▸ Work order
Within the entries below, every line containing "Linden" is to be copied.

▸ Source material
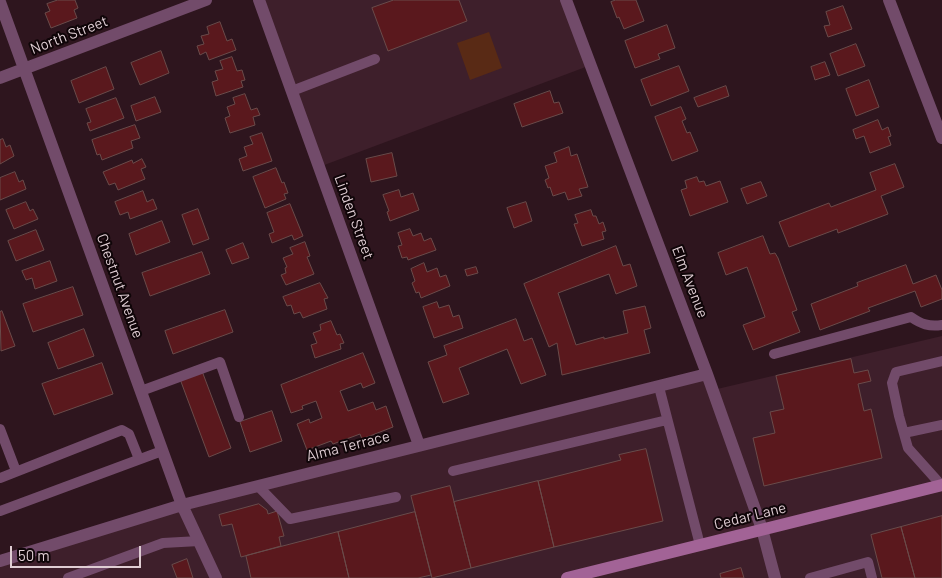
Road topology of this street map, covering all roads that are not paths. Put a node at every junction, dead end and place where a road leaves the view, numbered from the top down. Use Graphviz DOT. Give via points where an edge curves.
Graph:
graph roads {
  1 [pos="206,0"];
  2 [pos="259,0"];
  3 [pos="566,0"];
  4 [pos="889,0"];
  5 [pos="0,2"];
  6 [pos="375,59"];
  7 [pos="25,69"];
  8 [pos="0,78"];
  9 [pos="292,91"];
  10 [pos="942,138"];
  11 [pos="942,325"];
  12 [pos="774,354"];
  13 [pos="942,361"];
  14 [pos="708,374"];
  15 [pos="659,386"];
  16 [pos="141,391"];
  17 [pos="239,417"];
  18 [pos="667,420"];
  19 [pos="942,425"];
  20 [pos="0,429"];
  21 [pos="904,433"];
  22 [pos="418,445"];
  23 [pos="162,451"];
  24 [pos="139,459"];
  25 [pos="16,471"];
  26 [pos="453,471"];
  27 [pos="0,478"];
  28 [pos="942,485"];
  29 [pos="258,486"];
  30 [pos="396,497"];
  31 [pos="182,505"];
  32 [pos="0,510"];
  33 [pos="762,529"];
  34 [pos="199,541"];
  35 [pos="700,545"];
  36 [pos="0,561"];
  37 [pos="68,578"];
  38 [pos="216,578"];
  39 [pos="567,578"];
  40 [pos="775,578"];
  41 [pos="810,578"];
  42 [pos="872,578"];
  1 -- 7 [label="street, North Street"];
  2 -- 9 [label="street, Linden Street"];
  3 -- 14 [label="street, Elm Avenue"];
  4 -- 10 [label="street"];
  5 -- 7 [label="street, Chestnut Avenue"];
  6 -- 9 [label="lane"];
  7 -- 8 [label="street, North Street"];
  7 -- 16 [label="street, Chestnut Avenue"];
  9 -- 22 [label="street, Linden Street"];
  11 -- 12 [label="lane" via="926,325 910,317"];
  13 -- 21 [label="lane" via="896,372 892,382"];
  14 -- 15 [label="street, Alma Terrace"];
  14 -- 33 [label="street, Elm Avenue"];
  15 -- 18 [label="lane"];
  15 -- 22 [label="street, Alma Terrace"];
  16 -- 17 [label="lane" via="220,362"];
  16 -- 23 [label="street, Chestnut Avenue"];
  18 -- 26 [label="lane"];
  18 -- 35 [label="lane"];
  19 -- 21 [label="lane"];
  20 -- 25 [label="lane"];
  21 -- 28 [label="lane" via="908,448"];
  22 -- 29 [label="street, Alma Terrace"];
  23 -- 24 [label="lane"];
  23 -- 31 [label="street, Chestnut Avenue"];
  24 -- 25 [label="lane" via="129,434 122,430"];
  24 -- 32 [label="lane"];
  25 -- 27 [label="lane"];
  28 -- 33 [label="main road, Cedar Lane"];
  29 -- 30 [label="lane" via="290,519"];
  29 -- 31 [label="street, Alma Terrace"];
  31 -- 34 [label="street, Chestnut Avenue"];
  31 -- 36 [label="street, Alma Terrace"];
  33 -- 35 [label="main road, Cedar Lane"];
  33 -- 40 [label="street, Elm Avenue"];
  34 -- 37 [label="lane" via="163,543"];
  34 -- 38 [label="street, Chestnut Avenue"];
  35 -- 39 [label="main road, Cedar Lane"];
  41 -- 42 [label="lane" via="868,562"];
}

▸ Problem solution
  2 -- 9 [label="street, Linden Street"];
  9 -- 22 [label="street, Linden Street"];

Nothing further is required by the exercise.